Metro

Perelman scion: My mom and I were best friends

Revlon billionaire Ron Perelman’s 23-year-old daughter teared up talking about her late mom in New Jersey court Monday — but was less than reverent when it came to her celebrity-loving pop.

Samantha Perelman — who is suing her maternal uncle over a $600 million chunk of her grandfather’s will — described her relationship with her mother, former New York Post gossip queen Claudia Cohen, as “beyond closeness.”

“My mom [and I] were just the best of friends in the world, we were each other’s rocks,’’ Samantha said of her mother, who died of cancer in 2007.

“If she went out to dinner, I would call her to make sure she got to the restaurant OK. I can’t even speak about how close I was to my mother,” said Samantha, fighting back tears as she testified for the first time in the Bergen County courtroom.

Meanwhile, the young heiress, asked earlier if her dad had other children, chuckled while replying, “Many, yes, there are seven other children than me.’’
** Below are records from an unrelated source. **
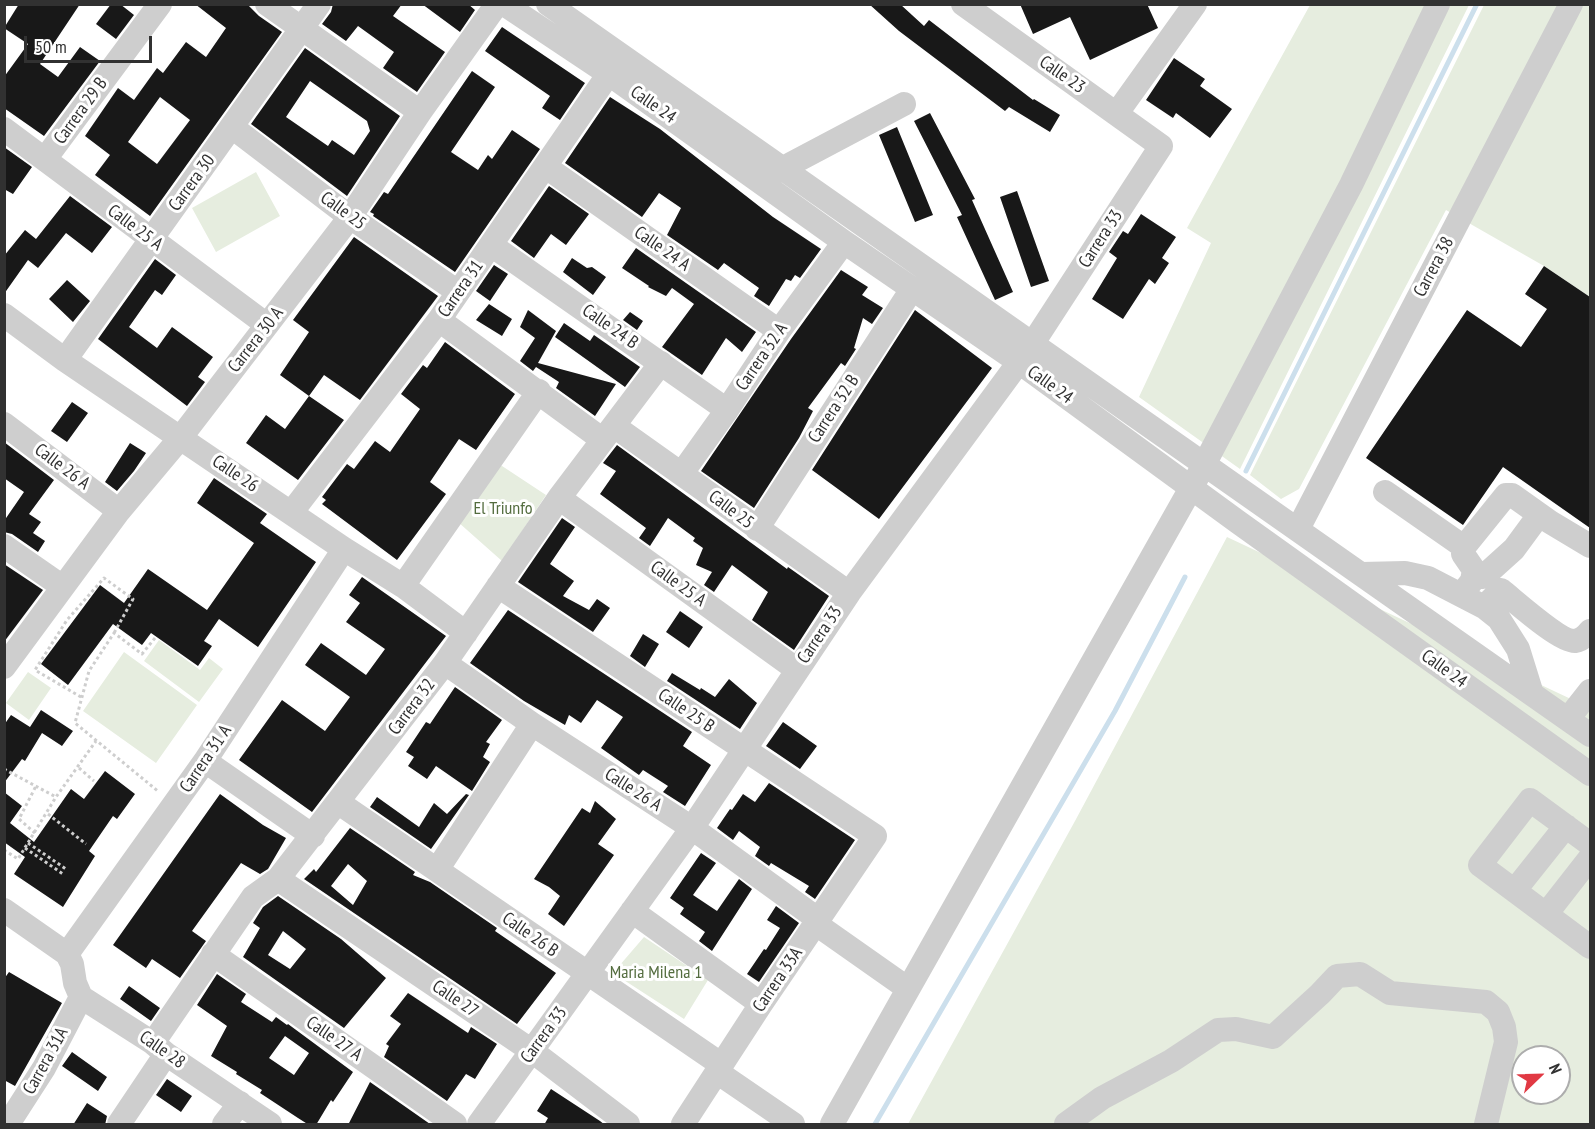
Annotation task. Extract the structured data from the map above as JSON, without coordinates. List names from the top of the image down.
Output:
{
  "streets": {
    "street": [
      "Calle 23",
      "Calle 24",
      "Carrera 29 B",
      "Carrera 30",
      "Calle 25",
      "Calle 25 A",
      "Carrera 33",
      "Calle 24 A",
      "Carrera 38",
      "Carrera 31",
      "Calle 24 B",
      "Carrera 30 A",
      "Carrera 32 A",
      "Carrera 32 B",
      "Calle 26 A",
      "Calle 26",
      "Carrera 32",
      "Calle 25 B",
      "Carrera 31 A",
      "Calle 26 B",
      "Carrera 33A",
      "Calle 27",
      "Calle 27 A",
      "Calle 28",
      "Carrera 31A"
    ]
  },
  "crossings": [
    ["Calle 23", "Carrera 33"],
    ["Calle 24", "Carrera 33"],
    ["Calle 24", "Carrera 38"],
    ["Calle 24", "Carrera 31"],
    ["Calle 24", "Carrera 32 A"],
    ["Calle 24", "Carrera 32 B"],
    ["Carrera 29 B", "Calle 25 A"],
    ["Carrera 30", "Calle 25"],
    ["Carrera 30", "Calle 25 A"],
    ["Carrera 30", "Calle 26"],
    ["Calle 25", "Carrera 33"],
    ["Calle 25", "Carrera 31"],
    ["Calle 25", "Carrera 30 A"],
    ["Calle 25", "Carrera 32 A"],
    ["Calle 25", "Carrera 32 B"],
    ["Calle 25", "Carrera 32"],
    ["Calle 25 A", "Carrera 33"],
    ["Calle 25 A", "Carrera 30 A"],
    ["Calle 25 A", "Carrera 32"],
    ["Carrera 33", "Calle 26 A"],
    ["Carrera 33", "Calle 25 B"],
    ["Carrera 33", "Calle 26 B"],
    ["Carrera 33", "Calle 27"],
    ["Calle 24 A", "Carrera 31"],
    ["Calle 24 A", "Carrera 32 A"],
    ["Carrera 31", "Calle 24 B"],
    ["Carrera 31", "Calle 26"],
    ["Calle 24 B", "Carrera 32 A"],
    ["Calle 24 B", "Carrera 32"],
    ["Carrera 30 A", "Calle 26 A"],
    ["Carrera 30 A", "Calle 26"],
    ["Calle 26 A", "Carrera 32"],
    ["Calle 26 A", "Carrera 33A"],
    ["Calle 26", "Carrera 32"],
    ["Calle 26", "Carrera 31 A"],
    ["Carrera 32", "Calle 25 B"],
    ["Carrera 32", "Calle 26 B"],
    ["Carrera 32", "Calle 27"],
    ["Carrera 32", "Calle 27 A"],
    ["Carrera 32", "Calle 28"],
    ["Calle 25 B", "Carrera 33A"],
    ["Calle 26 B", "Carrera 33A"],
    ["Calle 28", "Carrera 31A"]
  ],
  "parks": ["El Triunfo", "Maria Milena 1"],
  "scale_bar": "50 m",
  "north": "top right"
}
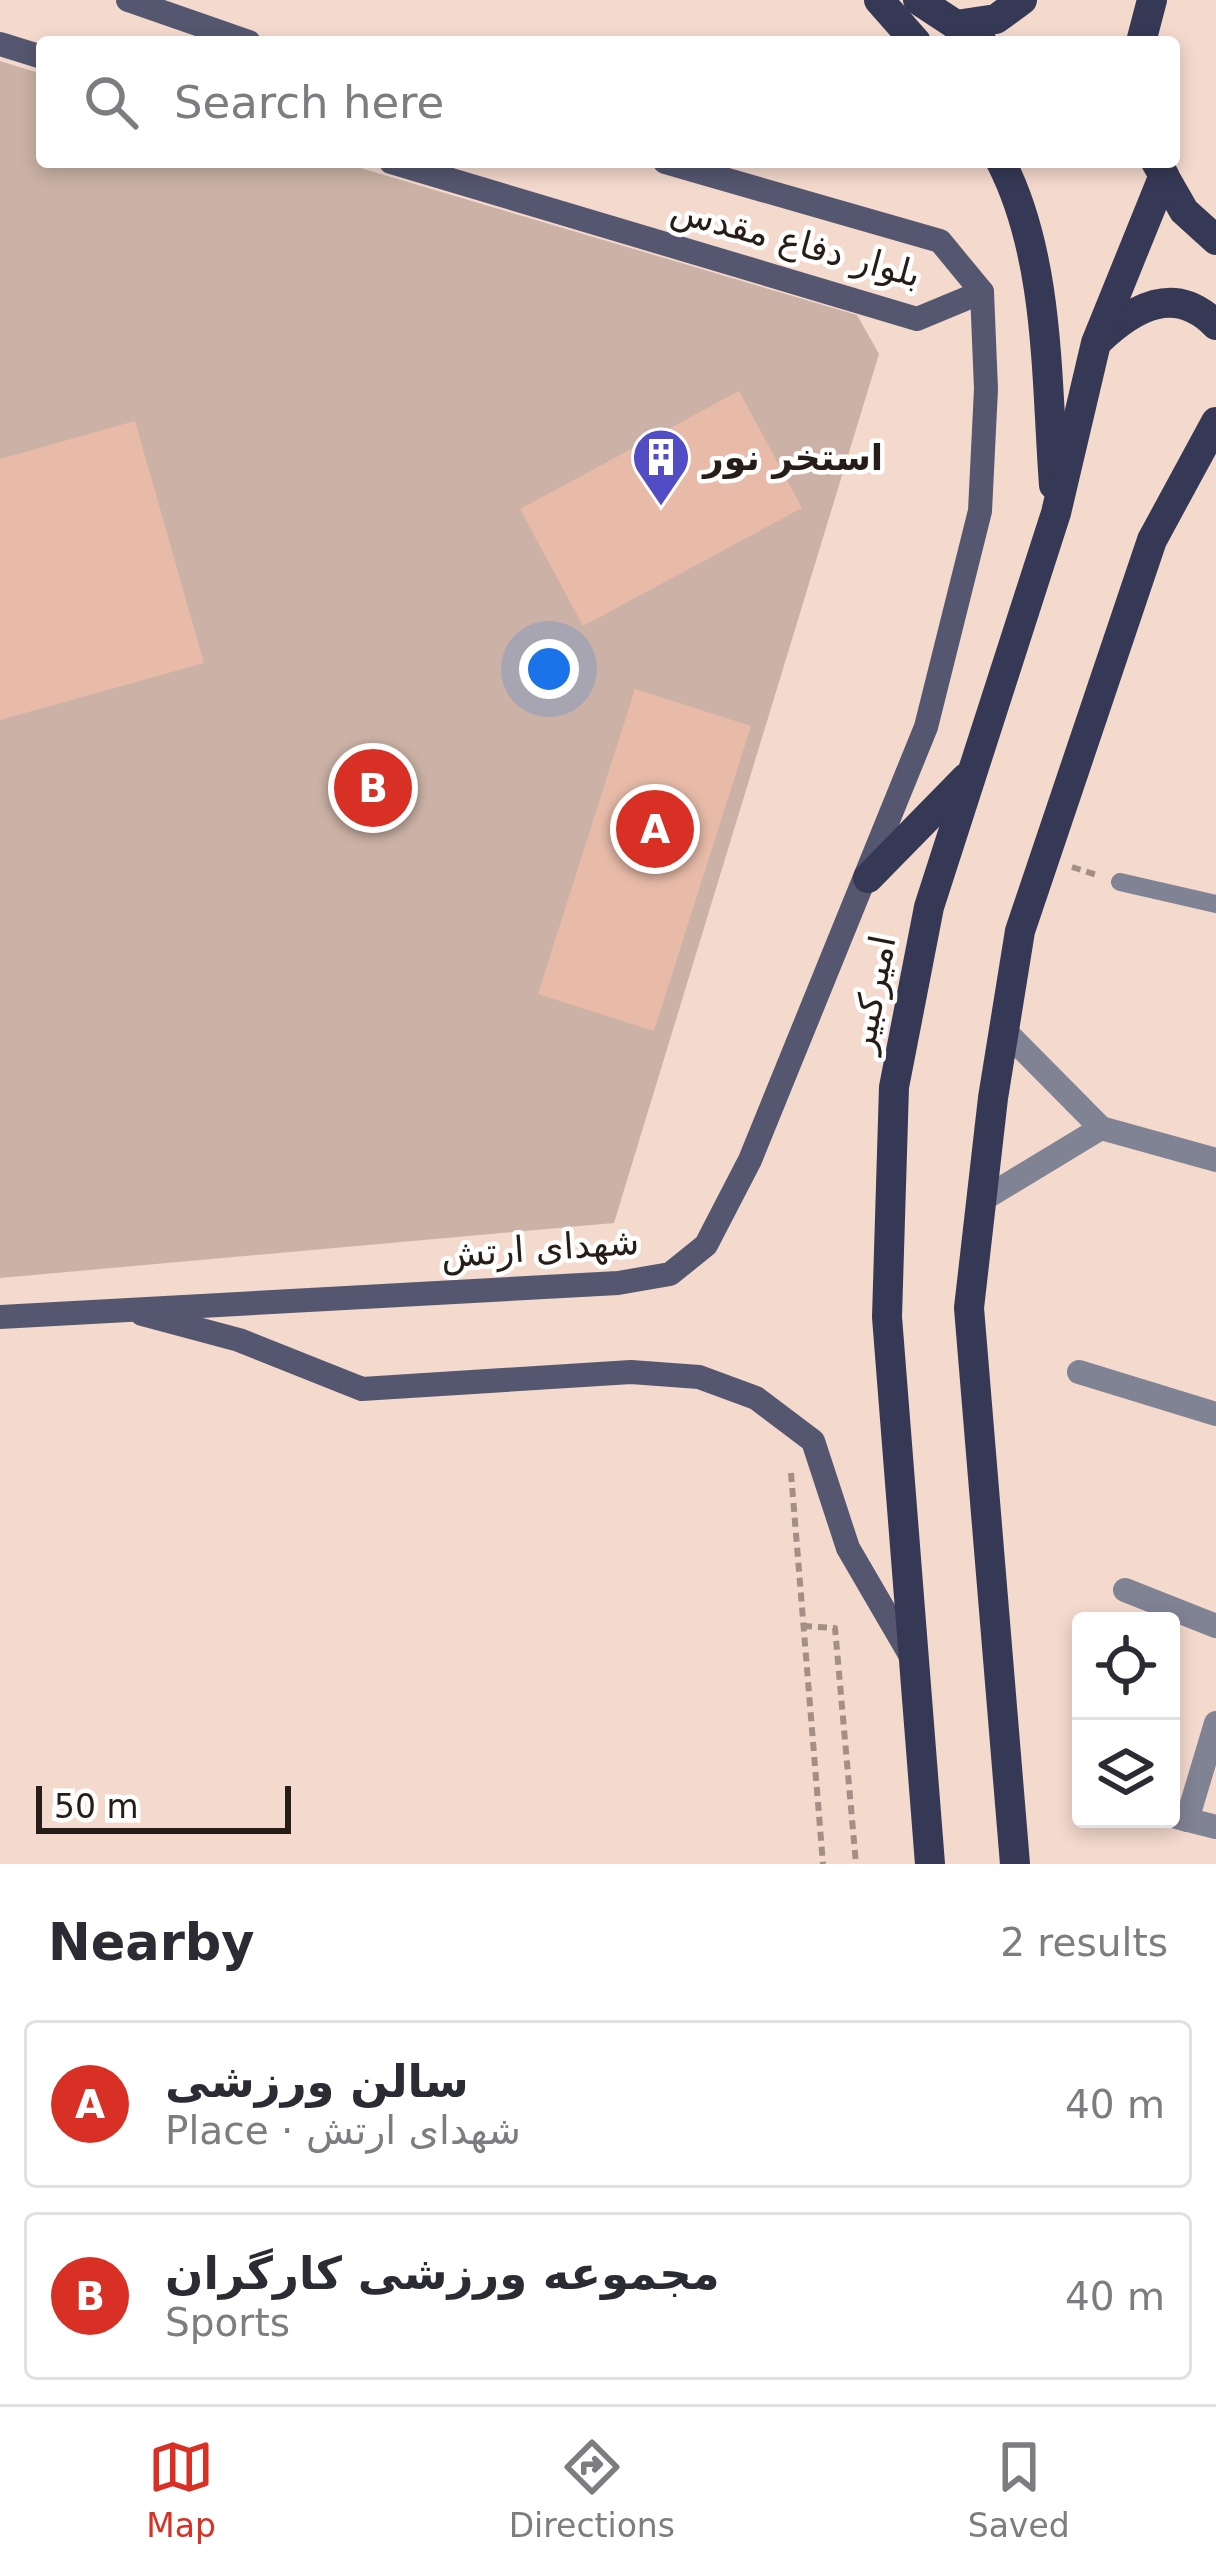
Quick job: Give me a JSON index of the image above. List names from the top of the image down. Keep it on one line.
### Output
{"streets":{"main road":["امیرکبیر"],"street":["بلوار دفاع مقدس","شهدای ارتش"]},"crossings":[["بلوار دفاع مقدس","شهدای ارتش"]],"places":{"building":["استخر نور"]},"scale_bar":"50 m","page":{"search":"Search here","pins":["B","A"],"scale":"50 m","heading":["Nearby","2 results"],"list":[{"mark":"A","name":"سالن ورزشی","note":"Place · شهدای ارتش","value":"40 m"},{"mark":"B","name":"مجموعه ورزشی کارگران","note":"Sports","value":"40 m"}],"nav":["Map","Directions","Saved"]}}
As for his wives, “Yes, [he had] many other wives’’ besides her mom, she added — “four other wives,’’ to be exact.

She hinted that her powerful dad, 70, wasn’t exactly warm and fuzzy, either.

Samantha said her mother wanted to make sure before her death that she was provided for — meaning a portion of her family’s “Hudson News’’ fortune would go to Samantha — in case the girl had a row with her father.

“She didn’t want to take the chance of something happening between my father and I and me not being provided for,’’ Samantha said.

Asked by defense lawyer Benjamin Clarke, “Did you understand that your father is a very dominant and controlling person, that she didn’t want you to be dominated by him?’’ Samantha replied: “I think [her concern was] if something happened between my father and I that I wouldn’t have to rely on him for money.’’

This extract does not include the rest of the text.